Logarithmic equations come in handy when you need to solve equations involving logarithmic expressions. These equations are tied to their inverse operations, exponents. So, when we have a logarithmic equation, such as \( \log_{b}(x) = y \), it reads as "Log base \( b \) of \( x \) is equal to \( y \)." This actually means that \( x \) is \( b \) raised to the power of \( y \).
To transform a logarithmic equation into a more solvable exponential form, you can apply this principle. This transformation can help unveil solutions that may not be apparent in the logarithmic expression alone. Writing \( \log_{64}(x) = \frac{2}{3} \) as an exponential equation gives \( 64^{\frac{2}{3}} = x \).
Using this approach allows you to shift perspectives from the log equation to one where you can directly solve for \( x \) through exponentiation.

Once a logarithmic equation is converted into its exponential form, your next step is to solve for \( x \). This involves evaluating the number that results from the exponential expression.
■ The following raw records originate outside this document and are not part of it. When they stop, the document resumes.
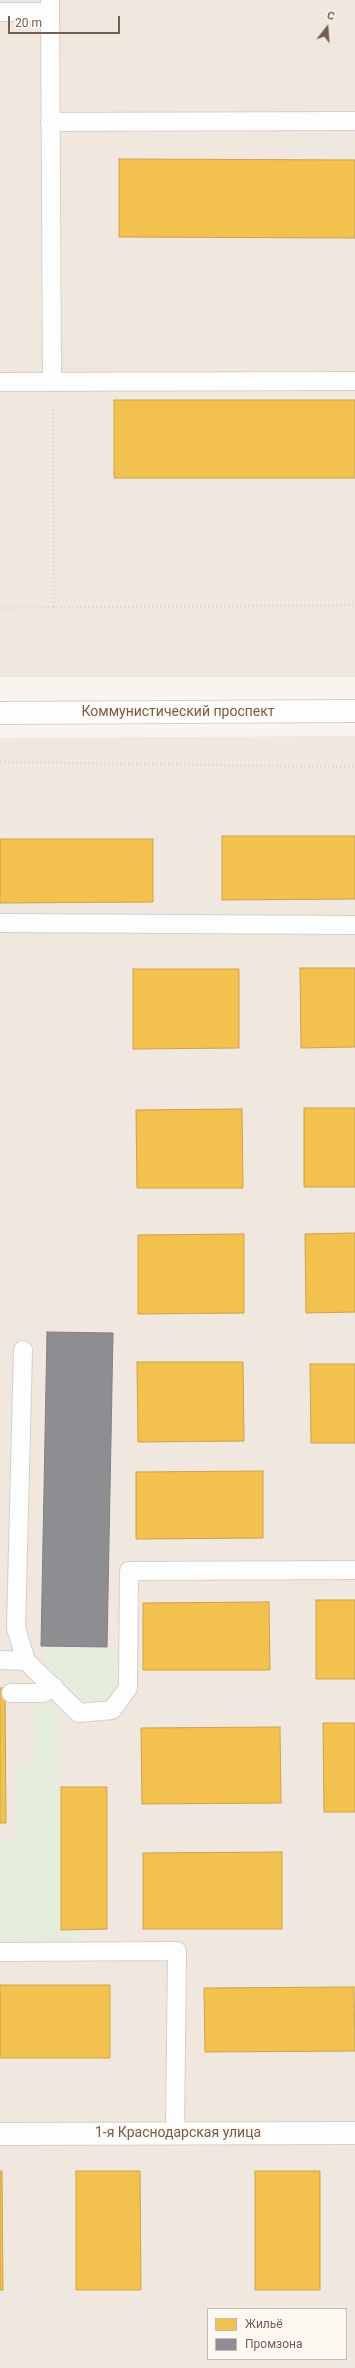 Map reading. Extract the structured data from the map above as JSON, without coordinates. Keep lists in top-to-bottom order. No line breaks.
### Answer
{"streets":{"street":["Коммунистический проспект","1-я Краснодарская улица"]},"legend":["Жильё","Промзона"],"scale_bar":"20 m","north":"top"} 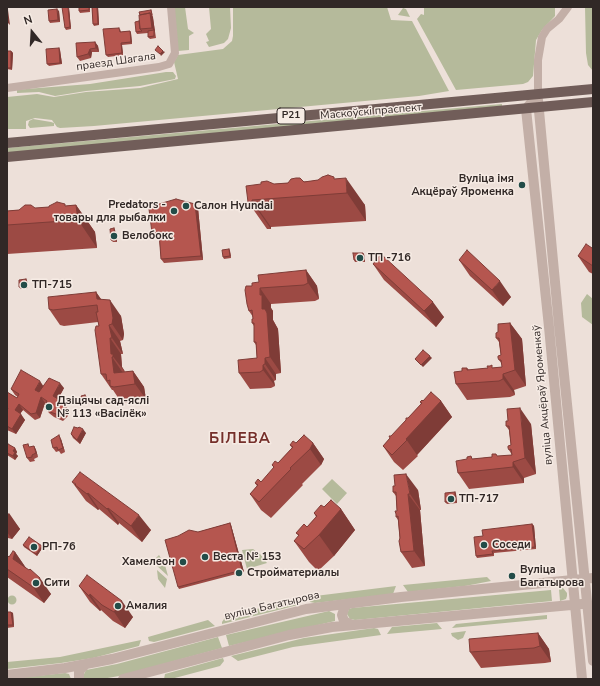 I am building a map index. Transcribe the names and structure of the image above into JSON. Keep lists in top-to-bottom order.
{
  "streets": {
    "main road": ["Маскоўскі праспект", "Р21"],
    "street": ["праезд Шагала", "вуліца Акцёраў Яроменкаў", "вуліца Багатырова"]
  },
  "crossings": [
    ["Маскоўскі праспект", "вуліца Акцёраў Яроменкаў"],
    ["вуліца Акцёраў Яроменкаў", "вуліца Багатырова"]
  ],
  "districts": ["БІЛЕВА"],
  "places": [
    "Вуліца імя Акцёраў Яроменка",
    "Салон Hyundai",
    "Predators - товары для рыбалки",
    "Велобокс",
    "ТП -716",
    "ТП-715",
    "Дзіцячы сад-яслі № 113 «Васілёк»",
    "ТП-717",
    "Соседи",
    "РП-76",
    "Веста № 153",
    "Хамелеон",
    "Стройматериалы",
    "Вуліца Багатырова",
    "Сити",
    "Амалия"
  ],
  "north": "top"
} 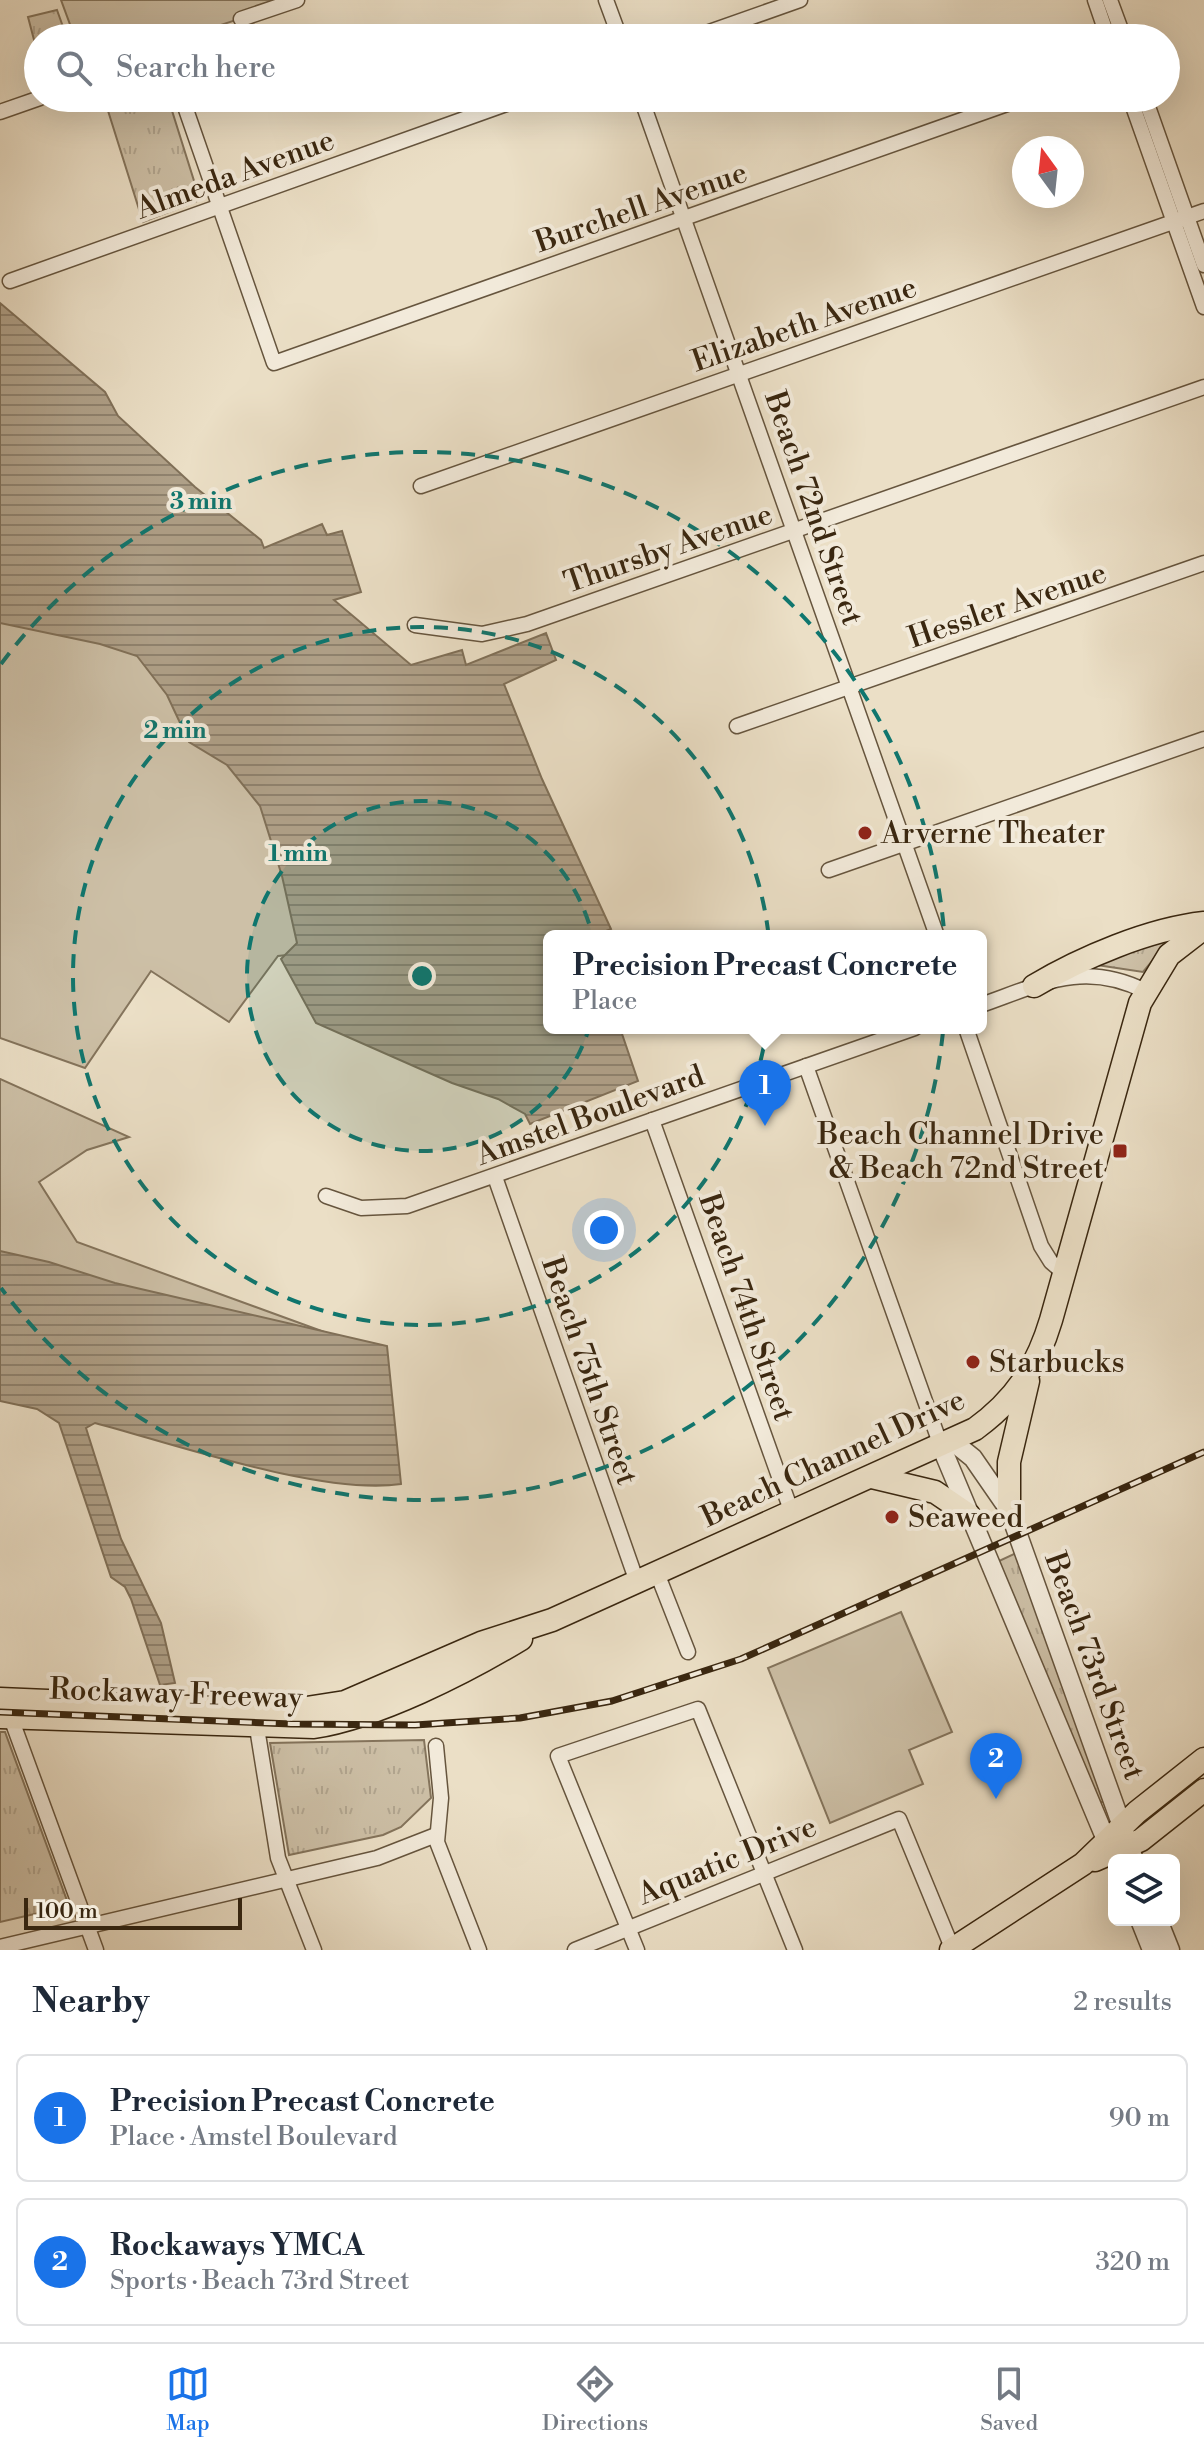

Consider the converted equation \( 64^{\frac{2}{3}} = x \). It may initially look complex because of the fractional exponent, but breaking it down into simpler steps helps. Fractional exponents signify roots and powers; specifically, the denominator can be viewed as the root while the numerator indicates the power. Thus, \( 64^{\frac{2}{3}} \) is equivalent to \( (\sqrt[3]{64})^2 \).
By understanding and implementing this method, it becomes more straightforward to isolate and solve for \( x \). Evaluating \( \sqrt[3]{64} \) gives \( 4 \), and squaring it results in \( 16 \). Thus, \( x = 16 \). This step-by-step method can simplify seemingly complicated calculations.

The exponentiation rule is a powerful tool in mathematics, particularly when dealing with fractional exponents. It allows the transformation and simplification of mathematical expressions.
Consider \( a^{\frac{m}{n}} \). This expression can be decomposed using the exponentiation rule into \( (\sqrt[n]{a})^m \) or equivalently, \( \sqrt[n]{a^m} \). Both expressions provide clarity and ease in computation. For instance, taking \( 64^{\frac{2}{3}} \), this can be translated into \( \sqrt[3]{64^2} \), or \( (\sqrt[3]{64})^2 \).
Applying this rule, you first determine the cube root of 64, which is 4, and then square the result to get 16. Working through such problems with the exponentiation rule offers a systematic and less daunting way to arrive at solutions, reinforcing the connection between exponents and logarithms.